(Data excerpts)
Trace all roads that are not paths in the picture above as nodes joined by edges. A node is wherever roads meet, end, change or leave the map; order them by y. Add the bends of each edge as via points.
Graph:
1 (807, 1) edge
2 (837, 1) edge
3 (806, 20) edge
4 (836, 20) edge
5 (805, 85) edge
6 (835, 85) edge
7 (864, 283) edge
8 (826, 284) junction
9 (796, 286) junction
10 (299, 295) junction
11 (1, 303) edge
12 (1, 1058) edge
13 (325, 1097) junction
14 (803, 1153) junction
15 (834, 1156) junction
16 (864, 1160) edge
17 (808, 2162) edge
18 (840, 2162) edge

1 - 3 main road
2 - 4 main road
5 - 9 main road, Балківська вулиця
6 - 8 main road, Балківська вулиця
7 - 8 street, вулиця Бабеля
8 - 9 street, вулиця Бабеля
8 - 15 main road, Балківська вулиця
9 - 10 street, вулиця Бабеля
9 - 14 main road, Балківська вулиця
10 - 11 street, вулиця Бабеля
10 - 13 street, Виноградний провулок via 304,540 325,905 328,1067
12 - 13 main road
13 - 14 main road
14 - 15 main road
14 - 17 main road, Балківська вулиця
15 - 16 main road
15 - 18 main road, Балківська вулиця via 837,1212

Task prompt: Copy out all of the records, keeping every line identical.

Written solution:
Trace all roads that are not paths in the picture above as nodes joined by edges. A node is wherever roads meet, end, change or leave the map; order them by y. Add the bends of each edge as via points.
Graph:
1 (807, 1) edge
2 (837, 1) edge
3 (806, 20) edge
4 (836, 20) edge
5 (805, 85) edge
6 (835, 85) edge
7 (864, 283) edge
8 (826, 284) junction
9 (796, 286) junction
10 (299, 295) junction
11 (1, 303) edge
12 (1, 1058) edge
13 (325, 1097) junction
14 (803, 1153) junction
15 (834, 1156) junction
16 (864, 1160) edge
17 (808, 2162) edge
18 (840, 2162) edge

1 - 3 main road
2 - 4 main road
5 - 9 main road, Балківська вулиця
6 - 8 main road, Балківська вулиця
7 - 8 street, вулиця Бабеля
8 - 9 street, вулиця Бабеля
8 - 15 main road, Балківська вулиця
9 - 10 street, вулиця Бабеля
9 - 14 main road, Балківська вулиця
10 - 11 street, вулиця Бабеля
10 - 13 street, Виноградний провулок via 304,540 325,905 328,1067
12 - 13 main road
13 - 14 main road
14 - 15 main road
14 - 17 main road, Балківська вулиця
15 - 16 main road
15 - 18 main road, Балківська вулиця via 837,1212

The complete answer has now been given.